Maj-Gun explains that her father, the Pastor, has during that time received a position in another parish, and she did not want to move with her parents to the new rectory. She explains to Susette that she has realized that despite everything she likes it in this municipality; and besides, she also had to prepare for all of the admission interviews and application interviews for the university. So therefore, and for practical reasons too, staying in the District has been a better alternative. And Maj-Gun has furnished a real attic study for herself in the guest room in Susette’s absence: thick tomes of paper and compendiums lie in piles, drifts of paper on the desk and in the bookshelves.
And to support herself while studying for her interviews she has, in other words for a while now, started working full-time shifts at the newsstand at the square in the town center.
Susette has, as said, at this point in time been gone for almost three years; she has just turned twenty. “In Poland,” that is what it is called, has been called, and will still be called. With her second love, but it came to nothing. And due to the poor telephone connections, the poor postal service, and poor communication in general… Susette has come home only when it has been too late. On the whole she gets to hear what happened when it is too late.

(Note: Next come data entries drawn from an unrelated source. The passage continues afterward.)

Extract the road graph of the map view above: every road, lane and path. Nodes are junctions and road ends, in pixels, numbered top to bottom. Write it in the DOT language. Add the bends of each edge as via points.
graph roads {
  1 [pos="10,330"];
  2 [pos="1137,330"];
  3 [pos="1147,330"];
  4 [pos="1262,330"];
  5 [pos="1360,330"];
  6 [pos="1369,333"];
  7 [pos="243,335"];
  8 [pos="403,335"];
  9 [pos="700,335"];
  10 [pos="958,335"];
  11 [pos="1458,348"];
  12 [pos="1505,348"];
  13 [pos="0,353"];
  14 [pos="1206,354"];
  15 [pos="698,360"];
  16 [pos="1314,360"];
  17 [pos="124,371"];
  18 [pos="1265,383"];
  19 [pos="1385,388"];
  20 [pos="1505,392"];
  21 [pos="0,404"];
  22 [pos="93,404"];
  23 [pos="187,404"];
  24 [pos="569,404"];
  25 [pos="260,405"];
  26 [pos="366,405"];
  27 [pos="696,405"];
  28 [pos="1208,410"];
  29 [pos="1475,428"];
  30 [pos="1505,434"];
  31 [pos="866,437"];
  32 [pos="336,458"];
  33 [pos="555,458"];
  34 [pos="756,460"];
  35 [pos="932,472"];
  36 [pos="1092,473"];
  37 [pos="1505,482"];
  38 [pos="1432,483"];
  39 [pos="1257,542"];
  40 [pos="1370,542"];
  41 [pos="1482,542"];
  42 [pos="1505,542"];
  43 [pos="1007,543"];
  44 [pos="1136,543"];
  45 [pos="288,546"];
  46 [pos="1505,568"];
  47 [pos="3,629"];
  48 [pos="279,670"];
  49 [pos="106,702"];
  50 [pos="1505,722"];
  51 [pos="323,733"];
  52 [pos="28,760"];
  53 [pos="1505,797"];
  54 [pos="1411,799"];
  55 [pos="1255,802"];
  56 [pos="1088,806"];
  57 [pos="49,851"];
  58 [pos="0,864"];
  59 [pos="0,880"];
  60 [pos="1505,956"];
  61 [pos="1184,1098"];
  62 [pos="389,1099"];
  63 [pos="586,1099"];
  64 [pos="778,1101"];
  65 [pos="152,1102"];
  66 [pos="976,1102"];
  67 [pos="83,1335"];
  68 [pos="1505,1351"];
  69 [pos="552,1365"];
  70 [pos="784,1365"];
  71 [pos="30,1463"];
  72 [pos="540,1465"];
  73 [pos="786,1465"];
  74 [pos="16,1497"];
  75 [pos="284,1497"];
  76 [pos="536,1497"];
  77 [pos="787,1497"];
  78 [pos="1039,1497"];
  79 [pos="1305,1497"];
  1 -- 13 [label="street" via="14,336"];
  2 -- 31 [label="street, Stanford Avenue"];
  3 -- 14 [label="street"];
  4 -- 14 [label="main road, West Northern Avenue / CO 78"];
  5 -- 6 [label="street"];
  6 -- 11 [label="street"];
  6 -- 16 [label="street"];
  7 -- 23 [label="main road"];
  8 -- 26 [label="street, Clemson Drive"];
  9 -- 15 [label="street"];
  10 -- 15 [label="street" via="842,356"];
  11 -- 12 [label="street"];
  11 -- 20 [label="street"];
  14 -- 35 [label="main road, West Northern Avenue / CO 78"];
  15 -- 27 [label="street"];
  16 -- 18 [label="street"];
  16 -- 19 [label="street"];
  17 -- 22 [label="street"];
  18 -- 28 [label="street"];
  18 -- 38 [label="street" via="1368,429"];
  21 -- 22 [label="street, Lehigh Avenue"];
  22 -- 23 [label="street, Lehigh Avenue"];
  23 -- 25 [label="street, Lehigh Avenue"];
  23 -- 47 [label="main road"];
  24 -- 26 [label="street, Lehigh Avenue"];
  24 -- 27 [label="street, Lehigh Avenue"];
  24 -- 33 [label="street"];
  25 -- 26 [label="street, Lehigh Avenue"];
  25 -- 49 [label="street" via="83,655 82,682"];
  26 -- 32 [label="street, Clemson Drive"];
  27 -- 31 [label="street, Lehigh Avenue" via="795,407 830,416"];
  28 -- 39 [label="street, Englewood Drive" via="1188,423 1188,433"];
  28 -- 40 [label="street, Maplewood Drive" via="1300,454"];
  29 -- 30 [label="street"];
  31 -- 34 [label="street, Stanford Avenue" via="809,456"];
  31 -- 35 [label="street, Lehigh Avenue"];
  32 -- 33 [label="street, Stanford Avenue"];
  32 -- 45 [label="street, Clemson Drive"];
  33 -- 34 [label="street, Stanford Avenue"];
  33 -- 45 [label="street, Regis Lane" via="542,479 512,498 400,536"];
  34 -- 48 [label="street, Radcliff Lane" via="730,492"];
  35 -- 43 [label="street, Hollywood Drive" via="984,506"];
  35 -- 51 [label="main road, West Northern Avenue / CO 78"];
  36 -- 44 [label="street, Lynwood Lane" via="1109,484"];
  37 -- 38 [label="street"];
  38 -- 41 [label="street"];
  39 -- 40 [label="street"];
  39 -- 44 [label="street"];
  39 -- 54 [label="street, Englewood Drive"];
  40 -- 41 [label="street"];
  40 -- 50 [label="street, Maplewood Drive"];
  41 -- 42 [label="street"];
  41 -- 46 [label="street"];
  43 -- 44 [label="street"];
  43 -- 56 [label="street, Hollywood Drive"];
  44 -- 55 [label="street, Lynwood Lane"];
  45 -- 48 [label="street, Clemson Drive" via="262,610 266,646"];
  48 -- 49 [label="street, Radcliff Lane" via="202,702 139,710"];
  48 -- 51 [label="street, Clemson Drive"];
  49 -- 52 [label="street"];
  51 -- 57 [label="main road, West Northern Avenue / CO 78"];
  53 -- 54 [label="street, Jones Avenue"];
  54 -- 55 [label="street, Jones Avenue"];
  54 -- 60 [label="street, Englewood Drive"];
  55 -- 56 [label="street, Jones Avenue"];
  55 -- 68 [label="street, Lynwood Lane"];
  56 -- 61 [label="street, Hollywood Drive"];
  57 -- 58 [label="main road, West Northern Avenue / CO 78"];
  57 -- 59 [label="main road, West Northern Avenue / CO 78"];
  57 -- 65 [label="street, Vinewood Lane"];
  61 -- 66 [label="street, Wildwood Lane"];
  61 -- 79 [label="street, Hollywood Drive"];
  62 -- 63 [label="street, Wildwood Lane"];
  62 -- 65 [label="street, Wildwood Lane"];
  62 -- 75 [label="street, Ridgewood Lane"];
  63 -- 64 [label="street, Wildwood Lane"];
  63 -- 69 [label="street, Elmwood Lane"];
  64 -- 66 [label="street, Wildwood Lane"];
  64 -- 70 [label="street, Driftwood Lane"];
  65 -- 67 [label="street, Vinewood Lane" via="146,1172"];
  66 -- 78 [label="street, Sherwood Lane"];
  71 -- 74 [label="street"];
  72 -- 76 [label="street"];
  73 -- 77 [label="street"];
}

Maj-Gun Maalamaa is the one who meets her at the ferry terminal as they had agreed by telephone. “What a nice backpack, Fjällräven—” Maj-Gun spells out. “Is it new?”
Thick plastic bags filled with rug rags remain everywhere in the house, in piles on top of each other too along the walls in the kitchen (the old woman with the loom in the Outer Marsh has been dead for a long time already).
“What we did toward the end?” Maj-Gun stood there in the middle of the mess and the musty smell and asked herself rhetorically. “Cut. Rug rags. It was a calm and restful hobby.”
“She was terrified of dying,” says Susette.
“You can rest assured, Susette,” Maj-Gun replies, “it was over in a few minutes. I called the ambulance. But it was too late.”
“Can love make you crazy, can grief make you crazy, can regret, can—” Susette asks, no, whispers, because it can barely be heard. And her stomach hurts so badly, so damned much, as if her body is in the process of being cut in two, and her legs that collapse under her; then she has to go to bed and sleep, rest—remains bedridden for several days.